**WORK ORDER:** Search the records for the string "main", then copy each line where it appears.
::: EXCERPTED DATA :::
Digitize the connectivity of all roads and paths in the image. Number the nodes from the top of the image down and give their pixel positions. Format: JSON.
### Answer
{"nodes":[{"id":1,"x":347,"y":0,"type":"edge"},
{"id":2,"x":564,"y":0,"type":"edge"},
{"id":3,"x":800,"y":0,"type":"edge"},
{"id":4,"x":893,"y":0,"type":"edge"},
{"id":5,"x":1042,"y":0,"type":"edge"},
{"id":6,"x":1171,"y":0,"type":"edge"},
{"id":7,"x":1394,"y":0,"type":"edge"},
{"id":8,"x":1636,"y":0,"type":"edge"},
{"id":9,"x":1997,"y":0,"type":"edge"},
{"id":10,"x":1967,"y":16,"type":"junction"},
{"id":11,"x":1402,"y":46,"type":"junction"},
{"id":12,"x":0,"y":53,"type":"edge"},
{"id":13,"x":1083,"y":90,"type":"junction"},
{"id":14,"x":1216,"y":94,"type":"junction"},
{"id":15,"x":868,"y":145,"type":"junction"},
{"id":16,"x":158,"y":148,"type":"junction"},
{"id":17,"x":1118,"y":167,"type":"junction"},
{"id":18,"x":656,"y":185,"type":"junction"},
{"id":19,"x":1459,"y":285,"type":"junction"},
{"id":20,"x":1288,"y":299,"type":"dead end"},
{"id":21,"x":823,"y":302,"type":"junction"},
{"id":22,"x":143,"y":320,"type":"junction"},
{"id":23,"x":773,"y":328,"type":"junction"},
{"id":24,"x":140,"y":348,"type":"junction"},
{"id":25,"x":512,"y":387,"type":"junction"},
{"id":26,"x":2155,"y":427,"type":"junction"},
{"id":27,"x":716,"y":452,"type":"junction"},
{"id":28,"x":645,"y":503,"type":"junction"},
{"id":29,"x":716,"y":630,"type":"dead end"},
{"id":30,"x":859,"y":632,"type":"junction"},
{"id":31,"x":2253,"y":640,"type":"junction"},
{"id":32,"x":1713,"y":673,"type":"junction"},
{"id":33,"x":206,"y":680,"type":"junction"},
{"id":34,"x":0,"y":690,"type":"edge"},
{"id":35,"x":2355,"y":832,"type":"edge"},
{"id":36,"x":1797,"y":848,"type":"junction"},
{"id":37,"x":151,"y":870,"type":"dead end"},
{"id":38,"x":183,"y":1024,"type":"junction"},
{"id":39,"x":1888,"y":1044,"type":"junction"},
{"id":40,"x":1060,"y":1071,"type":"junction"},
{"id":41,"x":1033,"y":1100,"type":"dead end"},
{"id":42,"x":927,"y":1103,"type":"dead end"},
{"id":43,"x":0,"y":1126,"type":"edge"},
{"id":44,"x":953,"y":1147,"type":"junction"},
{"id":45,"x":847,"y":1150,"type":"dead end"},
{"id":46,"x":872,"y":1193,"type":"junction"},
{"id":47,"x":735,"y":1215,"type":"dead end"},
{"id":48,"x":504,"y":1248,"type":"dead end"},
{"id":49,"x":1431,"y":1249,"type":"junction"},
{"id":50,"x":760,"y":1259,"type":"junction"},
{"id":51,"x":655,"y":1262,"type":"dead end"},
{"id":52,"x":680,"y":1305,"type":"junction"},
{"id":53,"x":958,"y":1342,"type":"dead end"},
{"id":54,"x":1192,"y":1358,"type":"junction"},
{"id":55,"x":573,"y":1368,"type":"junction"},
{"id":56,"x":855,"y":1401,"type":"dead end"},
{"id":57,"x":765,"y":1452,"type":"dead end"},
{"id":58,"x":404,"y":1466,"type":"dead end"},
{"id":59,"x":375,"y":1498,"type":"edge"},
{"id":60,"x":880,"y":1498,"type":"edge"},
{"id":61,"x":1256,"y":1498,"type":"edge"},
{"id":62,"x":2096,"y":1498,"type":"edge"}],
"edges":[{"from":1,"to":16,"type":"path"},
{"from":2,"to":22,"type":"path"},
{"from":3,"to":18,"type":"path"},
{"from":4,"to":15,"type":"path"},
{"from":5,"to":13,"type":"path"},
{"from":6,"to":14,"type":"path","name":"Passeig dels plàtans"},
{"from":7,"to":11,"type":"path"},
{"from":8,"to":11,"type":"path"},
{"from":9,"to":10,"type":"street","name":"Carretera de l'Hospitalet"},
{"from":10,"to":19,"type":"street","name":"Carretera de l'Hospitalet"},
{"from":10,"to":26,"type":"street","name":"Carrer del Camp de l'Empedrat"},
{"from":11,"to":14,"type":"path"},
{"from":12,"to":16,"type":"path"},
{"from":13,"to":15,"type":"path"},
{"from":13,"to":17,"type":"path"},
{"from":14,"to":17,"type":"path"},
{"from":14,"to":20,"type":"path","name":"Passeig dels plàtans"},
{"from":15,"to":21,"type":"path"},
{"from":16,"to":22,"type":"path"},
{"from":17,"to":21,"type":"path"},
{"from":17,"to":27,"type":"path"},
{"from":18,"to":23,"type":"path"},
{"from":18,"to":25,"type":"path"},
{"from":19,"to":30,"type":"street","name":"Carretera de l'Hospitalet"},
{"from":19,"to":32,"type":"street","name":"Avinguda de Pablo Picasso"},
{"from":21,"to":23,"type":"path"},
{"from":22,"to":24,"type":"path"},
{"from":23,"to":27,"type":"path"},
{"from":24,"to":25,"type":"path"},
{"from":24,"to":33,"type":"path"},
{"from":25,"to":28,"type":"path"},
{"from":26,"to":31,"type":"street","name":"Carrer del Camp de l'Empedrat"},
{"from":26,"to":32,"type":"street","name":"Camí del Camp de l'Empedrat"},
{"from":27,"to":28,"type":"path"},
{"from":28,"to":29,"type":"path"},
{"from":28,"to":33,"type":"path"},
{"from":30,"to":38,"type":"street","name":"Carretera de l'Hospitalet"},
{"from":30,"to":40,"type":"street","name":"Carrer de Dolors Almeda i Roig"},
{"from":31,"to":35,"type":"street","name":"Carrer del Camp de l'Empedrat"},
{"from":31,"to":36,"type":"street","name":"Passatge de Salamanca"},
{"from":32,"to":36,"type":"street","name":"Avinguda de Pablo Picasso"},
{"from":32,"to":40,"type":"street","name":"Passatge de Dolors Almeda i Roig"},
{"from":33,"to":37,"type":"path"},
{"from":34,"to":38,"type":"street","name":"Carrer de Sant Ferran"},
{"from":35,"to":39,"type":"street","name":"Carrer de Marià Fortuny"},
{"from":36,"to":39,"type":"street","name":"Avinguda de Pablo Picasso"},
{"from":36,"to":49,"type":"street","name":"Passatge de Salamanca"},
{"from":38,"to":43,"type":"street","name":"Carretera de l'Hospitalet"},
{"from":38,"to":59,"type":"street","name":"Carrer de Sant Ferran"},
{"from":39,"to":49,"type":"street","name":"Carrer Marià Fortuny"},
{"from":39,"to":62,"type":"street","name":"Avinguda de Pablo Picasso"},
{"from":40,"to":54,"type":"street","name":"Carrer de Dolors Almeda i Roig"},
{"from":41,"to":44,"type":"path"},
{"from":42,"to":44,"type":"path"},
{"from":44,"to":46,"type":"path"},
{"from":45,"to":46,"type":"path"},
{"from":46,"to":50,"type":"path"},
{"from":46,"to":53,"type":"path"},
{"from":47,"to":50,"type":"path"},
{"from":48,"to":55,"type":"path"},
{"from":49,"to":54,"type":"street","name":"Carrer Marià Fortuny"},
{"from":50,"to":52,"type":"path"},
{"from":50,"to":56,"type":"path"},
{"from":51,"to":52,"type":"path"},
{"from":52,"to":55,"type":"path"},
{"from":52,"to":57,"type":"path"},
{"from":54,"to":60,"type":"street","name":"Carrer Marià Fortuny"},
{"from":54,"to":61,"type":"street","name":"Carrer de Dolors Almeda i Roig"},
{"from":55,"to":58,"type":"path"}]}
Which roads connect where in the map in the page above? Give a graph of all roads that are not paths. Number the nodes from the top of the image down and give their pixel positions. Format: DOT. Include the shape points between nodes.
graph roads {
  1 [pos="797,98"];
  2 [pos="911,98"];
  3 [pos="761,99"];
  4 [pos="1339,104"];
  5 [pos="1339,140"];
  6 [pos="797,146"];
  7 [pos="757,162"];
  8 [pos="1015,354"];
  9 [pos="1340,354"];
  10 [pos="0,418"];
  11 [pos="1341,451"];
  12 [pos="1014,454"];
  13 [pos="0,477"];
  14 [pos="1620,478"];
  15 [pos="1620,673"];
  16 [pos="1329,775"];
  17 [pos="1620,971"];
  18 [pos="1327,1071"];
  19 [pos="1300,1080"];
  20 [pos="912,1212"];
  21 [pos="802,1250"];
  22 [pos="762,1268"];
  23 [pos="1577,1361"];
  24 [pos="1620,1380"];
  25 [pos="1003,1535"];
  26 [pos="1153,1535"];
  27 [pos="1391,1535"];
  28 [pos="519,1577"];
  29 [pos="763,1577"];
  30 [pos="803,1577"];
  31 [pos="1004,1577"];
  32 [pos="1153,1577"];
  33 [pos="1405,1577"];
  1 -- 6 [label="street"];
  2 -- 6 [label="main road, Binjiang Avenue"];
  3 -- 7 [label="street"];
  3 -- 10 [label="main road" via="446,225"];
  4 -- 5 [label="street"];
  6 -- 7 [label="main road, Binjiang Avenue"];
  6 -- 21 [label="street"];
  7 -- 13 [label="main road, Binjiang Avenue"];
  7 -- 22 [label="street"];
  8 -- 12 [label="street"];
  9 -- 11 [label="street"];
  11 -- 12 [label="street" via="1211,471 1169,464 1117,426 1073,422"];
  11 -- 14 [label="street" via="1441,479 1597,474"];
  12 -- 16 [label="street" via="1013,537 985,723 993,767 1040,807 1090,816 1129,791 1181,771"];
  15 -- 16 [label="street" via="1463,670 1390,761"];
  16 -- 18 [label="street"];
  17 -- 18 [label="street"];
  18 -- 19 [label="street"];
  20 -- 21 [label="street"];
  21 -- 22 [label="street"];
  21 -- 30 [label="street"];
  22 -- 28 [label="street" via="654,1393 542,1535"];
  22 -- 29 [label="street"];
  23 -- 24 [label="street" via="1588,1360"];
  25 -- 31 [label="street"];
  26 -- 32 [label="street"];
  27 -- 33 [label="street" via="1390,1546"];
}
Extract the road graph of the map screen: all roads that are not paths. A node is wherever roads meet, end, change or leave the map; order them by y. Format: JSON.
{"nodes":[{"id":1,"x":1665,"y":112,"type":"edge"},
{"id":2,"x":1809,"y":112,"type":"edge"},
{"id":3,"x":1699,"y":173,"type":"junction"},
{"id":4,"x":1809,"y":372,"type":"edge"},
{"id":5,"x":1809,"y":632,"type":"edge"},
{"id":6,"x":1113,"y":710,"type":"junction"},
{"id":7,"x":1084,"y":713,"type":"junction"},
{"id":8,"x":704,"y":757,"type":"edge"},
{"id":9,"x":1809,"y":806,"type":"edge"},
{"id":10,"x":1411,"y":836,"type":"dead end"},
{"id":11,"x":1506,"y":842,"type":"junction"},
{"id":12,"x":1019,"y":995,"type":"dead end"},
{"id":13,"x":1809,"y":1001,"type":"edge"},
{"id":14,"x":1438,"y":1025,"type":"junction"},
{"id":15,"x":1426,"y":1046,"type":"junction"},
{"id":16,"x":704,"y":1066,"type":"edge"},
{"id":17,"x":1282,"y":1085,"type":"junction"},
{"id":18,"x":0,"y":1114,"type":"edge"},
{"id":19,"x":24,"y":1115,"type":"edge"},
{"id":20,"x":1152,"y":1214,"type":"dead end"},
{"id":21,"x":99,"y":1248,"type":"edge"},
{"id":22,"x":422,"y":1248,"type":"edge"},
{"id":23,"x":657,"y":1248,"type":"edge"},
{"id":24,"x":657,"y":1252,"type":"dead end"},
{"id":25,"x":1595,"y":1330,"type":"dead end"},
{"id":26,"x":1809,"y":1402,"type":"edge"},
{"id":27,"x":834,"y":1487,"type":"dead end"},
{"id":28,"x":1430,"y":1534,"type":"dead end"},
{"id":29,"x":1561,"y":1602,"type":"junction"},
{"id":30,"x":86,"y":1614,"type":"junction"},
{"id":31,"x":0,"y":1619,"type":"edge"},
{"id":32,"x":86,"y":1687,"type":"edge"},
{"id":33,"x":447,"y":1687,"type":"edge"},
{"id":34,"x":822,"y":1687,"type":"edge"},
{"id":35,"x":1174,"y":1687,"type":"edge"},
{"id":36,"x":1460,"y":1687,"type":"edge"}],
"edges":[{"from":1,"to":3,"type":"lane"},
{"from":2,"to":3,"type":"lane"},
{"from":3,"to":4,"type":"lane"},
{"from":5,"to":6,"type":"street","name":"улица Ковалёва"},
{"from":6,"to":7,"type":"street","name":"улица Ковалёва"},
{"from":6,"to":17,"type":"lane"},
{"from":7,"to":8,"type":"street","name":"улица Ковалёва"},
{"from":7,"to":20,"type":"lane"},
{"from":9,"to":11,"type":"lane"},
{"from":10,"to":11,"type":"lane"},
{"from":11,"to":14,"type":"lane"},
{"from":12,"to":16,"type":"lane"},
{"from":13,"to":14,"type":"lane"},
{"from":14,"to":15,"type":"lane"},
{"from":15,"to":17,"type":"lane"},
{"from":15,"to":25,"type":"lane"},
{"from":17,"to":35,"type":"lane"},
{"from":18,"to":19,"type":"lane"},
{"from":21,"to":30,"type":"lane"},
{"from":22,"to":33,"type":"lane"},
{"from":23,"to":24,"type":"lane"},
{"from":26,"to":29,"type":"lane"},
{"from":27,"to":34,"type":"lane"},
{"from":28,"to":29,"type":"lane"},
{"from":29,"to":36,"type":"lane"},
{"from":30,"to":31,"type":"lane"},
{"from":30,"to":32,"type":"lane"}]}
:::
**ANSWER SECTION:**
  2 -- 6 [label="main road, Binjiang Avenue"];
  3 -- 10 [label="main road" via="446,225"];
  6 -- 7 [label="main road, Binjiang Avenue"];
  7 -- 13 [label="main road, Binjiang Avenue"];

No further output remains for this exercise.